Do que foi dito, se conclui que nenhuma nota dum texto musical barroco deve ser interpretada com a duração que se encontra escrita, mas sempre um pouco menos. E para a quantificação deste “pouco menos” importa referir outro conceito: em conformidade com a ideia de hierarquia como fonte reguladora de inúmeros parâmetros da época barroca, também num compasso existem os tempos “bons” (num quaternário, o 1º e 3º, sendo “melhor” o 1º que o 3º) e os tempos “maus” (2º e 4º, “pior” o 4º que o 2º). Na execução do violino barroco, as notas referente aos tempos “bons” costumam ser executadas com uma arcada para baixo (assinaladas com n, de noble), à partida mais vigorosa que a arcada para cima (v de vil), reservada para os tempos “maus”. Voltando à técnica organística, e na impossibilidade de controlar a dinâmica nota a nota como no violino barroco subtilmente se faz, é através da duração das notas que se consegue o efeito: a primeira nota dos “melhores” tempos deve ser mais acentuada ou apoiada que as outras, através de uma maior duração, mais próxima do seu valor escrito, portanto.
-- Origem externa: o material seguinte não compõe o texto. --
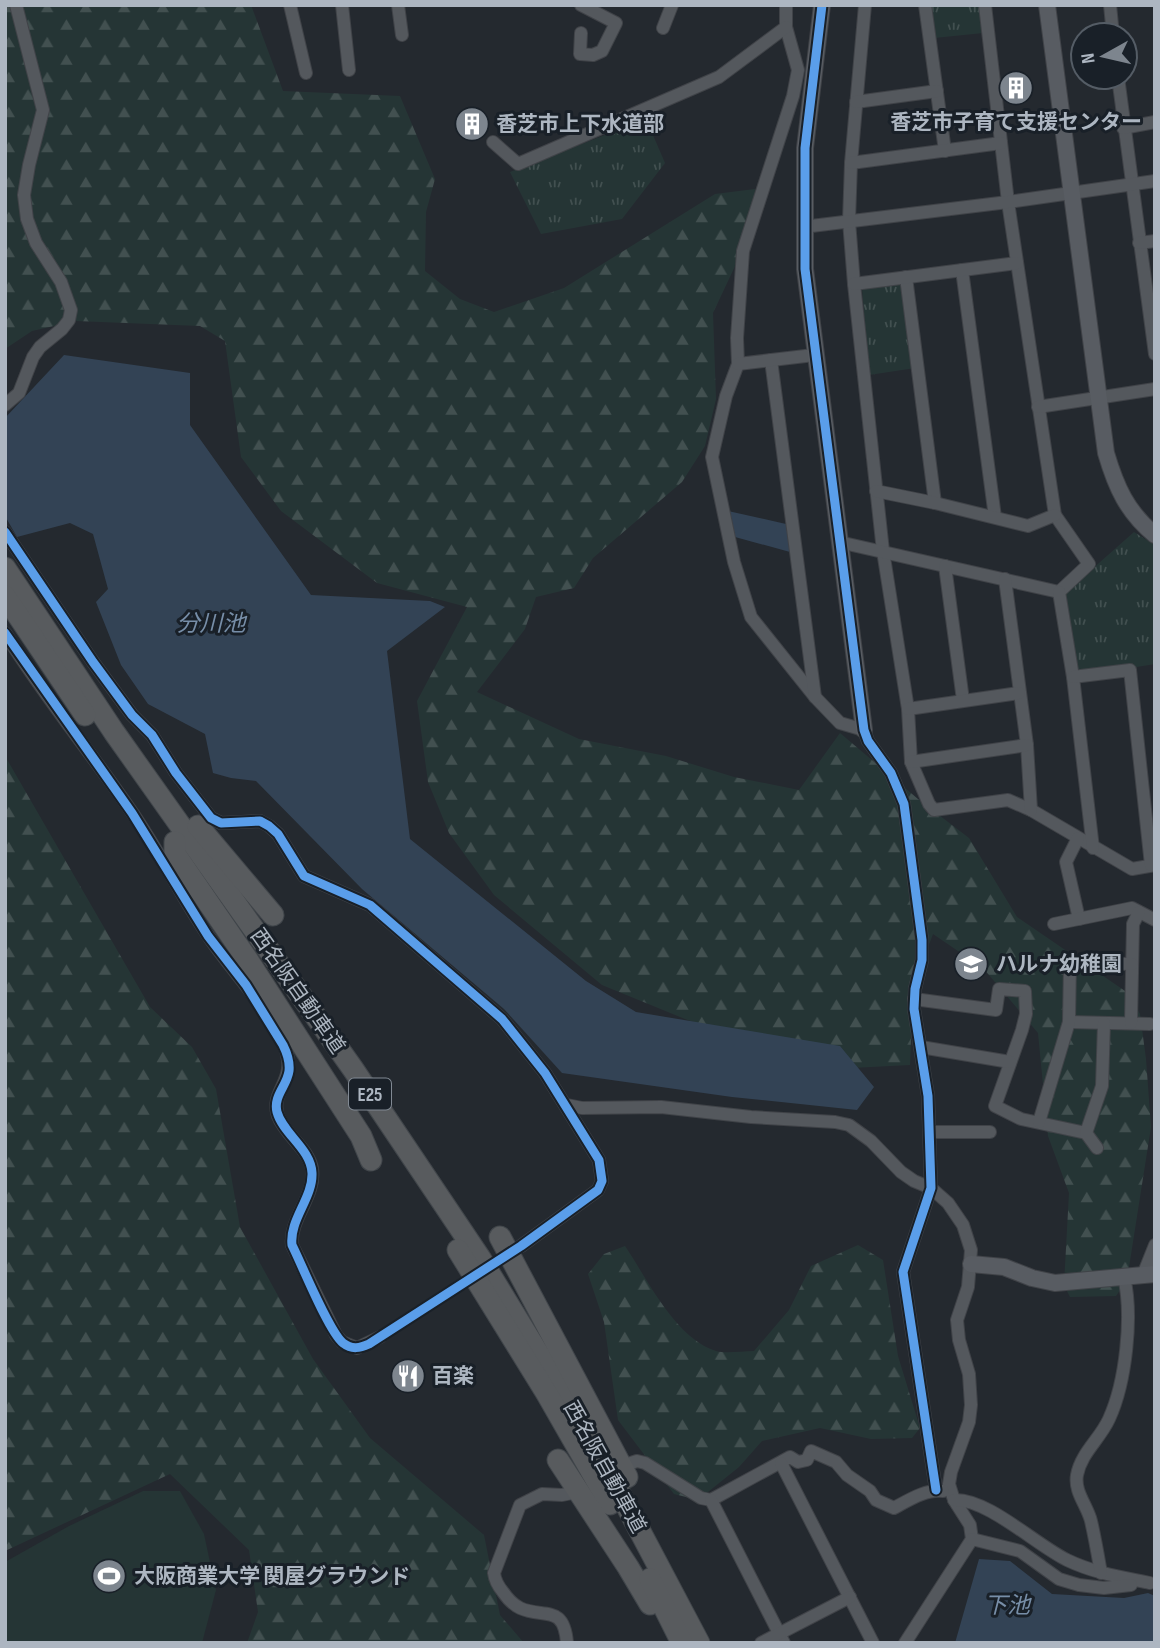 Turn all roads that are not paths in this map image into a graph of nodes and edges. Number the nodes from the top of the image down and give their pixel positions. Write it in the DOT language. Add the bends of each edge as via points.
graph roads {
  1 [pos="16,5"];
  2 [pos="290,5"];
  3 [pos="342,5"];
  4 [pos="398,5"];
  5 [pos="580,5"];
  6 [pos="672,5"];
  7 [pos="786,5"];
  8 [pos="821,5"];
  9 [pos="866,5"];
  10 [pos="925,5"];
  11 [pos="985,5"];
  12 [pos="1047,5"];
  13 [pos="663,27"];
  14 [pos="786,27"];
  15 [pos="581,33"];
  16 [pos="402,35"];
  17 [pos="349,70"];
  18 [pos="306,74"];
  19 [pos="937,91"];
  20 [pos="1119,91"];
  21 [pos="856,102"];
  22 [pos="1155,122"];
  23 [pos="1123,128"];
  24 [pos="493,142"];
  25 [pos="1001,143"];
  26 [pos="945,150"];
  27 [pos="851,163"];
  28 [pos="1155,181"];
  29 [pos="1133,184"];
  30 [pos="1071,191"];
  31 [pos="1008,202"];
  32 [pos="849,221"];
  33 [pos="803,227"];
  34 [pos="1155,241"];
  35 [pos="1139,243"];
  36 [pos="1017,262"];
  37 [pos="962,270"];
  38 [pos="906,277"];
  39 [pos="854,284"];
  40 [pos="1155,354"];
  41 [pos="814,355"];
  42 [pos="771,360"];
  43 [pos="738,363"];
  44 [pos="1155,388"];
  45 [pos="1098,399"];
  46 [pos="5,405"];
  47 [pos="1038,407"];
  48 [pos="876,491"];
  49 [pos="935,503"];
  50 [pos="1055,515"];
  51 [pos="995,517"];
  52 [pos="5,532"];
  53 [pos="1155,535"];
  54 [pos="839,542"];
  55 [pos="883,551"];
  56 [pos="945,566"];
  57 [pos="5,568"];
  58 [pos="1005,579"];
  59 [pos="1059,592"];
  60 [pos="5,596"];
  61 [pos="5,633"];
  62 [pos="1073,677"];
  63 [pos="1019,693"];
  64 [pos="815,697"];
  65 [pos="963,700"];
  66 [pos="908,709"];
  67 [pos="864,730"];
  68 [pos="114,732"];
  69 [pos="1027,746"];
  70 [pos="911,762"];
  71 [pos="1031,810"];
  72 [pos="1078,838"];
  73 [pos="175,842"];
  74 [pos="1093,848"];
  75 [pos="1153,865"];
  76 [pos="1139,912"];
  77 [pos="273,915"];
  78 [pos="1079,919"];
  79 [pos="1155,920"];
  80 [pos="1054,925"];
  81 [pos="1132,964"];
  82 [pos="914,999"];
  83 [pos="1069,1022"];
  84 [pos="1104,1023"];
  85 [pos="1131,1023"];
  86 [pos="1150,1024"];
  87 [pos="921,1047"];
  88 [pos="1010,1062"];
  89 [pos="567,1105"];
  90 [pos="1039,1122"];
  91 [pos="930,1132"];
  92 [pos="990,1132"];
  93 [pos="1086,1133"];
  94 [pos="1097,1148"];
  95 [pos="371,1160"];
  96 [pos="931,1188"];
  97 [pos="500,1237"];
  98 [pos="521,1245"];
  99 [pos="1155,1245"];
  100 [pos="971,1265"];
  101 [pos="1149,1274"];
  102 [pos="1124,1277"];
  103 [pos="380,1338"];
  104 [pos="558,1460"];
  105 [pos="631,1463"];
  106 [pos="781,1463"];
  107 [pos="936,1490"];
  108 [pos="572,1493"];
  109 [pos="952,1496"];
  110 [pos="711,1500"];
  111 [pos="972,1539"];
  112 [pos="1101,1573"];
  113 [pos="1152,1583"];
  114 [pos="850,1597"];
  115 [pos="687,1618"];
  116 [pos="782,1638"];
  117 [pos="567,1643"];
  118 [pos="671,1643"];
  119 [pos="682,1643"];
  120 [pos="699,1643"];
  121 [pos="761,1643"];
  122 [pos="873,1643"];
  123 [pos="905,1643"];
  1 -- 46 [label="street" via="43,110 24,195 27,219 71,310 62,329 33,357 19,393"];
  2 -- 18 [label="street"];
  3 -- 17 [label="street"];
  4 -- 16 [label="street"];
  5 -- 15 [label="street" via="616,23 602,51 593,55 580,54"];
  6 -- 13 [label="street"];
  7 -- 14 [label="street"];
  8 -- 33 [label="street" via="805,137"];
  9 -- 21 [label="street"];
  10 -- 19 [label="street"];
  11 -- 25 [label="street"];
  12 -- 30 [label="street"];
  14 -- 24 [label="street" via="719,77 518,164"];
  14 -- 43 [label="street" via="798,70 743,251"];
  19 -- 21 [label="street"];
  19 -- 26 [label="street"];
  20 -- 23 [label="street"];
  21 -- 27 [label="street"];
  22 -- 23 [label="street"];
  23 -- 29 [label="street"];
  25 -- 26 [label="street"];
  25 -- 31 [label="street"];
  26 -- 27 [label="street"];
  27 -- 32 [label="street"];
  28 -- 29 [label="street"];
  29 -- 30 [label="street"];
  29 -- 35 [label="street"];
  30 -- 31 [label="street"];
  30 -- 45 [label="street"];
  31 -- 32 [label="street"];
  31 -- 36 [label="street"];
  32 -- 33 [label="street"];
  32 -- 39 [label="street"];
  33 -- 41 [label="street"];
  34 -- 35 [label="street"];
  35 -- 40 [label="street"];
  36 -- 37 [label="street"];
  36 -- 47 [label="street"];
  37 -- 38 [label="street"];
  37 -- 51 [label="street"];
  38 -- 39 [label="street"];
  38 -- 49 [label="street"];
  39 -- 48 [label="street"];
  41 -- 42 [label="street"];
  41 -- 54 [label="street"];
  42 -- 43 [label="street"];
  42 -- 64 [label="street"];
  43 -- 64 [label="street" via="712,457 734,562 751,617"];
  44 -- 45 [label="street"];
  45 -- 47 [label="street"];
  45 -- 53 [label="street" via="1115,485"];
  47 -- 50 [label="street"];
  48 -- 49 [label="street"];
  48 -- 55 [label="street"];
  49 -- 51 [label="street"];
  50 -- 51 [label="street" via="1028,526"];
  50 -- 59 [label="street" via="1089,564"];
  52 -- 89 [label="street" via="93,662 211,818 260,821 269,826 304,876 355,897 387,918 502,1019"];
  54 -- 55 [label="street"];
  54 -- 67 [label="street"];
  55 -- 56 [label="street"];
  55 -- 66 [label="street"];
  56 -- 58 [label="street"];
  56 -- 65 [label="street"];
  57 -- 68 [label="highway, 西名阪自動車道 / E25"];
  58 -- 59 [label="street"];
  58 -- 63 [label="street"];
  59 -- 62 [label="street"];
  60 -- 73 [label="highway, 西名阪自動車道 / E25"];
  61 -- 103 [label="street" via="132,813 208,936 278,1034 288,1056 289,1073 278,1097 277,1114 312,1170 292,1245 342,1342 357,1348"];
  62 -- 74 [label="street"];
  62 -- 75 [label="street" via="1130,670"];
  63 -- 65 [label="street"];
  63 -- 69 [label="street"];
  64 -- 67 [label="street" via="840,723"];
  65 -- 66 [label="street"];
  66 -- 70 [label="street"];
  67 -- 82 [label="street" via="898,788 908,821 923,950"];
  68 -- 77 [label="highway" via="132,739"];
  68 -- 115 [label="highway, 西名阪自動車道 / E25" via="353,1069 480,1258 595,1446"];
  69 -- 70 [label="street"];
  69 -- 71 [label="street"];
  70 -- 71 [label="street" via="934,810 1001,800"];
  71 -- 72 [label="street"];
  72 -- 74 [label="street"];
  72 -- 78 [label="street" via="1066,862"];
  73 -- 95 [label="highway" via="175,854 361,1136"];
  73 -- 119 [label="highway, 西名阪自動車道 / E25" via="429,1205 613,1508"];
  74 -- 75 [label="street" via="1132,869"];
  76 -- 78 [label="street" via="1132,908"];
  76 -- 79 [label="street"];
  76 -- 81 [label="street" via="1133,924"];
  78 -- 80 [label="street"];
  81 -- 83 [label="street" via="1070,963"];
  81 -- 85 [label="street"];
  82 -- 87 [label="street"];
  82 -- 88 [label="street" via="996,1010 999,989 1025,991 1026,1014"];
  83 -- 84 [label="street"];
  83 -- 90 [label="street"];
  84 -- 85 [label="street"];
  84 -- 93 [label="street" via="1102,1086"];
  85 -- 86 [label="street"];
  87 -- 88 [label="street"];
  87 -- 91 [label="street"];
  88 -- 90 [label="street" via="995,1106"];
  89 -- 96 [label="street" via="661,1107 842,1124 860,1132 908,1177"];
  89 -- 98 [label="street" via="600,1160 602,1181 598,1190"];
  90 -- 93 [label="street"];
  91 -- 92 [label="street"];
  91 -- 96 [label="street"];
  93 -- 94 [label="street"];
  96 -- 100 [label="street" via="963,1226"];
  96 -- 107 [label="street" via="902,1272"];
  97 -- 115 [label="highway" via="691,1602"];
  99 -- 101 [label="street"];
  100 -- 102 [label="street" via="1004,1267 1055,1283"];
  100 -- 109 [label="street" via="957,1320 971,1405 964,1441 951,1472"];
  101 -- 102 [label="street"];
  102 -- 112 [label="street" via="1129,1315 1116,1399 1076,1478 1090,1517"];
  104 -- 118 [label="highway"];
  105 -- 110 [label="street" via="645,1464"];
  106 -- 107 [label="street" via="790,1457 798,1462 807,1460 811,1451 836,1462 876,1500 894,1508"];
  106 -- 110 [label="street"];
  106 -- 114 [label="street"];
  107 -- 109 [label="street"];
  108 -- 117 [label="street" via="542,1494 520,1505 494,1573 505,1595 519,1607 555,1615"];
  109 -- 111 [label="street" via="970,1525"];
  109 -- 112 [label="street" via="993,1512 1066,1560"];
  110 -- 116 [label="street"];
  111 -- 113 [label="street" via="1020,1551 1059,1579 1079,1585 1104,1588"];
  111 -- 123 [label="street"];
  112 -- 113 [label="street"];
  114 -- 116 [label="street"];
  114 -- 122 [label="street"];
  115 -- 120 [label="highway, 西名阪自動車道 / E25"];
  116 -- 121 [label="street"];
}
Não é também impossível que em certas passagens musicais importantes se possa levar mais longe este conceito, “congelando” momentaneamente o tempo para reforçar o apoio, mas recuperando o tactus logo de seguida.

É claro que da prática sistemática e exaustiva da regra dos tempos “bons” e “maus” resultaria invariavelmente uma interpretação mecanizada e abstracta, pelo que importa neste parágrafo referir excepções e algumas considerações de ordem prática.

Por um lado, 3 casos impõem-se hierarquicamente à regra dos tempos “bons” e “maus”: (i) a dissonância, (ii) a síncopa e (iii) a nota culminante duma linha melódica, que deverão ser sempre acentuadas, independentemente de caírem ou não em tempos “bons”.

Por outro lado, existem composições ou secções de composições de carácter mais improvisatório (baseadas normalmente em fragmentos de escalas e/ou arpejos), onde por vezes a barra de compasso tem pouca (ou nenhuma!) importância, sendo então as linhas melódicas quem ditam os acentos.

Deve-se então pensar em termos de “de onde venho, para onde vou”, e não acentuar artificialmente notas, quebrando a lógica de condução e contorno melódico. Mesmo em composições mais rigorosas ou “cerebrais”, importa também sentir se a pulsação da peça se faz em conformidade com o compasso ou não.

Por exemplo, esta Fuga em Sol Maior pode (deve?) ser sentida como pulsando à mínima, e não à semínima. Este tipo de pensamento é fundamental para evitar cair-se em interpretações “ao metrónomo” ou a “bater o pé”. Em termos práticos, podemos igualmente generalizar que uma sucessão de notas mais longas poderão ser mais separadas entre si (como por exemplo o contra-tema desta fuga, nos compassos 5 a 6), enquanto que uma sucessão de notas rápidas deverão ser menos separadas entre si, ou então fazendo-se grupos de notas, articulando-se mais incisivamente de 2 em 2, por exemplo (ver sucessão melódica do baixo nos compassos 41 a 42), o que ajuda sobremaneira a inteligibilidade do texto musical.

Finalmente, importa distinguir casos em que uma articulação excessiva revela-se absolutamente contra natura, como é o caso de sequências arpejadas (compassos 65 a 67, por exemplo), pois nesta situação a ideia não é que se distingam todas as notas, mas antes que se ouça uma harmonia, que vai sendo construída ao longo do tempo. É a diferença entre tocar a música e tocar as notas! Os pormenores podem cegar, nunca se devendo perder a visão global da questão.

Como nota final, refira-se o rigor rítmico com que se deve abordar uma obra barroca, porventura o aspecto mais importante na interpretação destas obras, e sem o qual nenhum dos outros faz sentido existir! Trata-se mais uma vez da tal questão da hierarquia das coisas. Obviamente que não se quer dizer que num contexto cadencial não devam existir quebras subtis de andamento, para logo de seguida recuperar. Mas flutuações arbitrárias ou injustificadas de andamento retiram unidade à obra e causam mal estar a quem toca e a quem ouve.